In consideration of Xxxxxx entering into this agreement, the
Corporation agrees to issue options to purchase 20,000 shares
of common stock. The options will have an exercise price of
$1.00 per share and will vest equally over three (3) years.
The options will be issued under a stockholders plan intended
to be qualified pursuant to Section 422 of the Internal
Revenue Code of 1986 and the regulations related thereto. The
plan will expire November 1, 2001. Unexercised options awarded
to Xxxxxx hereunder shall be subject to (i) forfeiture in the
event of termination for cause pursuant to Section VIII.1. of
this Agreement, and (ii) acceleration of vesting in the event
of termination of this Agreement other than pursuant to
Section VIII.1. hereof.
V. EMPLOYMENT BENEFITS IN ADDITION TO CASH COMPENSATION.

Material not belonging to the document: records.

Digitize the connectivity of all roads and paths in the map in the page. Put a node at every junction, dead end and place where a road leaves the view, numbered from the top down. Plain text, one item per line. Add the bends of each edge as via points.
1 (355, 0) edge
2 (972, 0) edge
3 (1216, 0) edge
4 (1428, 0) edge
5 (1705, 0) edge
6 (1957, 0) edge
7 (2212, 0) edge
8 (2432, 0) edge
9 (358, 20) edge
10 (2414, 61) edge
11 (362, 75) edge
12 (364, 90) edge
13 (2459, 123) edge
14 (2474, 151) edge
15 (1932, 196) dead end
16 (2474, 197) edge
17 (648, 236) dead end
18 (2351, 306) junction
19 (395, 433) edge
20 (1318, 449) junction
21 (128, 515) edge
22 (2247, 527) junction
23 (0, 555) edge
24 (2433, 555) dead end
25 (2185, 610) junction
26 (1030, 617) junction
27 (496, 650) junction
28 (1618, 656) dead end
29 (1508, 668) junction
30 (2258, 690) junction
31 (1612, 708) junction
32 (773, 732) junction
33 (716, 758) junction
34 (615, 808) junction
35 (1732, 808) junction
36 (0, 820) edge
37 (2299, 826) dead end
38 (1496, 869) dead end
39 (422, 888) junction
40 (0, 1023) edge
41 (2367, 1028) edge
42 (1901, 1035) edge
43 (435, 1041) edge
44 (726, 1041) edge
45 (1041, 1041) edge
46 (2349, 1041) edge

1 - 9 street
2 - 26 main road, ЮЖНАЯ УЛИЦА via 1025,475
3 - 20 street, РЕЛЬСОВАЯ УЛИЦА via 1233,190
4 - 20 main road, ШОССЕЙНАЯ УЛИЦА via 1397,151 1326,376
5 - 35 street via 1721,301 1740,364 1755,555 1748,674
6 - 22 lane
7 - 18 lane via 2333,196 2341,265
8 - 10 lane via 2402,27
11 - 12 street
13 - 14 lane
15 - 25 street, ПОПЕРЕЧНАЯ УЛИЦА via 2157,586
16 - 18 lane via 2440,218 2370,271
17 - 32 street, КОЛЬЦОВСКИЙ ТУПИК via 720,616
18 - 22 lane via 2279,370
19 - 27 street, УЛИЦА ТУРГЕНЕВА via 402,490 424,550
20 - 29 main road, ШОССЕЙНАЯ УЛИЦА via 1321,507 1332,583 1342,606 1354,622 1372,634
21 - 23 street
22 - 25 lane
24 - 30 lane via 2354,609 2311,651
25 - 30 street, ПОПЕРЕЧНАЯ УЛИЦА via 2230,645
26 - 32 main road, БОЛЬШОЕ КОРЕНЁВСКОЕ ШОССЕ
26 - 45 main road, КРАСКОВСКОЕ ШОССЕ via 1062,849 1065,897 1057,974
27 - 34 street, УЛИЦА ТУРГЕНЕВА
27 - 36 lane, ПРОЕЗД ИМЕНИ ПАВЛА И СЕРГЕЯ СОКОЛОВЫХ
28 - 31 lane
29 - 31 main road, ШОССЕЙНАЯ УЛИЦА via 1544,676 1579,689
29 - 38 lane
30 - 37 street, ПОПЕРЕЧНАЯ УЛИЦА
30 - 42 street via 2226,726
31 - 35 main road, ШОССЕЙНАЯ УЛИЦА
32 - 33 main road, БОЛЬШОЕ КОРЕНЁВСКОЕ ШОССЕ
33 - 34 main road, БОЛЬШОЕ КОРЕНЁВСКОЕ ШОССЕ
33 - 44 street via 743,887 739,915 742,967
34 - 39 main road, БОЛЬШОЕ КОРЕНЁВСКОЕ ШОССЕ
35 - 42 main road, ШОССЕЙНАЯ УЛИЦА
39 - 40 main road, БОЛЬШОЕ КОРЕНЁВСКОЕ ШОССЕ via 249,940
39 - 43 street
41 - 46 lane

1. Participation in Existing Company Benefit Programs.
A. Medical and Health Care Benefit Program. Xxxxxx, as
an employee, shall be entitled to receive and shall
receive all medical and health care benefits provided
by Employer to its employees, or as agreed to by
Xxxxxx and Pathways. Such benefits shall be paid for
by the Employer for Xxxxxx and for Xxxxxx'x
dependents, if any, on the terms and provisions
provided in the medical and health care benefit plan;
however, if for any reason Xxxxxx cannot qualify for
the current medical and health care benefits, the
Xxxxxx shall be entitled to obtain medical and health
care benefits coverage from whatever source is
available and the Employer shall pay the premium
charges for that coverage as an executive employee
benefit for Xxxxxx.
B. Vacation and Holiday Benefits. Xxxxxx shall be
entitled to have a paid vacation for twenty-one (21)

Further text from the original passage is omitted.